KTP — Facial-video Analysis

PythonPyTorchscikit-learnSLURM / HPCAnthropic SDK

What is a KTP?

A Knowledge Transfer Partnership (KTP) is a UK government-funded scheme that connects a university with a business to work on a strategic innovation project. An academic team provides the research expertise, the company provides the real-world problem and data, and an embedded associate — me — sits between the two, managing the project day-to-day and transferring the knowledge into the business.

The Project

A partnership between the University of Hertfordshire and Transpharmation. We're building a facial-video analysis platform: starting with pain-detection proof-of-concepts, then extending towards measuring disease state and treatment response — Parkinson's, stroke and dementia. The aim is to read clinically meaningful signals from ordinary video, with no contact sensors.

My Role

  • Own the project end-to-end, bridging the university and the company.
  • Drive the machine-learning research: pipelines, models, evaluation.
  • Compare sensing modalities (video vs physiological signals) to find what actually carries the signal.
  • Run experiments at scale on the university HPC cluster.

Progress Log

2026-05-29

Project meeting: presented noisy-subject removal and video feature reduction. Ranking the 912-D facial features by importance and keeping only the top ~30 actually improved results — around 86% with a leave-one-subject-out random forest, and EDA alone reaching ~79% versus the ~72% video-only baseline from the original study. The findings are now strong enough to write up: a paper on the results is on the way, targeting a journal special issue.

2026-05-21

Project meeting on the multimodal comparison.
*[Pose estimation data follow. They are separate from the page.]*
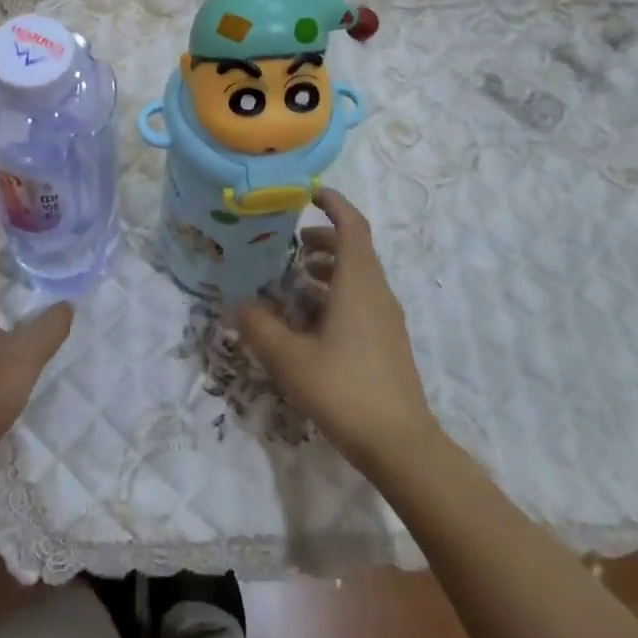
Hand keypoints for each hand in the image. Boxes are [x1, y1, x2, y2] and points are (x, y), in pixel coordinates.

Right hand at [237, 189, 437, 470]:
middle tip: (292, 244)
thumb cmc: (344, 389)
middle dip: (324, 238)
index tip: (310, 193)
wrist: (401, 444)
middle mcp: (377, 292)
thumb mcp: (289, 358)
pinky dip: (338, 293)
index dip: (334, 203)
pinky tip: (313, 320)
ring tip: (297, 279)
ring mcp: (387, 319)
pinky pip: (363, 300)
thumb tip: (236, 304)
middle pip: (355, 249)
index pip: (352, 225)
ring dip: (330, 268)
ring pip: (359, 276)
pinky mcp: (388, 342)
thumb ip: (259, 327)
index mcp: (358, 283)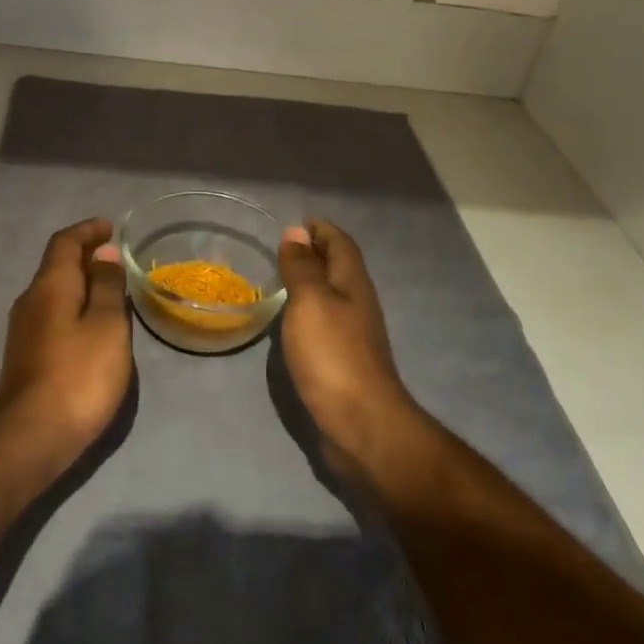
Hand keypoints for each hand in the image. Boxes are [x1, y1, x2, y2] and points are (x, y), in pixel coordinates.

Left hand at [0, 217, 132, 461]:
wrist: (32, 437)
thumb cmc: (78, 375)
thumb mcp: (106, 325)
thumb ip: (106, 286)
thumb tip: (103, 252)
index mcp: (50, 286)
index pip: (64, 242)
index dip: (87, 230)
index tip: (111, 227)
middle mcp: (30, 301)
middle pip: (56, 266)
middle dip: (85, 255)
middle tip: (116, 257)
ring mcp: (24, 331)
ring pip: (54, 292)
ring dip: (80, 283)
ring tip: (110, 289)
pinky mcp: (27, 357)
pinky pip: (53, 315)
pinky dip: (74, 307)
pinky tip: (93, 326)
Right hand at [277, 220, 425, 471]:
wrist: (360, 423)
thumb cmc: (333, 355)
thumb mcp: (310, 302)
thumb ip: (302, 267)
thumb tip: (296, 231)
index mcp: (353, 284)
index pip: (341, 244)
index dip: (322, 229)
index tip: (299, 220)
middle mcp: (357, 304)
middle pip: (340, 268)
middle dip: (317, 252)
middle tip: (285, 246)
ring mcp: (353, 335)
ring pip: (332, 296)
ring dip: (312, 282)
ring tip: (282, 278)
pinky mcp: (343, 362)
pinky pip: (325, 323)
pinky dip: (308, 312)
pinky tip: (290, 321)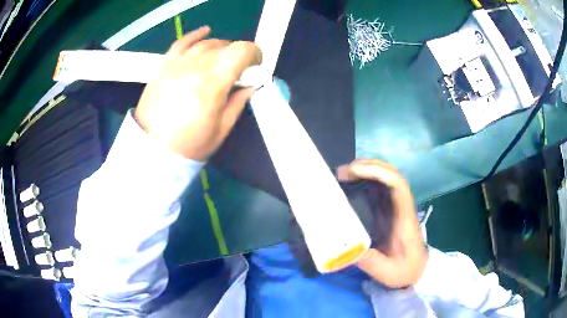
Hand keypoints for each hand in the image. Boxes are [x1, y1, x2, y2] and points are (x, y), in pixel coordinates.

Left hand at [135, 26, 261, 160]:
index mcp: (213, 82)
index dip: (254, 54)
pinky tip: (205, 32)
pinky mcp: (165, 65)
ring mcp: (178, 63)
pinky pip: (182, 42)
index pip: (241, 51)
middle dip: (238, 55)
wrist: (150, 149)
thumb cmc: (188, 145)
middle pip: (225, 46)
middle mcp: (196, 65)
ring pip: (206, 43)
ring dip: (221, 48)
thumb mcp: (221, 130)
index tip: (256, 67)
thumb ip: (238, 104)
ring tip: (222, 61)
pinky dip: (195, 35)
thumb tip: (249, 87)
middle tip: (239, 72)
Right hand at [337, 159, 427, 287]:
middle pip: (391, 174)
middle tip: (343, 172)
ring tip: (344, 174)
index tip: (355, 171)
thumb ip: (369, 260)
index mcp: (404, 218)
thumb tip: (343, 246)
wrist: (417, 271)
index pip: (398, 185)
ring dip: (367, 170)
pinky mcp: (389, 212)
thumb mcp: (387, 271)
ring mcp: (396, 208)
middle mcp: (402, 207)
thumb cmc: (405, 270)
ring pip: (386, 178)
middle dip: (368, 166)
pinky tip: (352, 184)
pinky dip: (366, 180)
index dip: (378, 172)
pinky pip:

Across SVM (linear and RBF) and random forest on BioVid: EDA (skin conductance) is the strongest single signal for telling graded pain levels apart, while the video features give the best and most stable accuracy for simply detecting whether pain is present. Feature-level fusion of the signals and the challenge of individual variability were the main discussion points.

2026-05-20

Ran the first proper multimodal comparison on the BioVid dataset: the existing 912-D facial-landmark video features vs physiological signals (EDA, ECG, EMG), with SVM and Random Forest under leave-one-subject-out cross-validation on the university HPC cluster. Goal: quantify how much each sensing modality actually contributes to pain classification.

2026-05-14

Built a side-research webapp to understand remote photoplethysmography (rPPG) — recovering heart rate from an ordinary face video. Useful background for the contactless physiological-signal angle of the project.

2026-04-09

Pain-detection proof-of-concept pipelines taking shape: data ingestion, feature extraction and a first classification baseline end-to-end.

2026-03-01

Started the role: Research Scientist on a Knowledge Transfer Partnership between the University of Hertfordshire and Transpharmation, a pharmaceutical research company. I manage the project end-to-end, bridging the university and the company and driving the machine-learning research.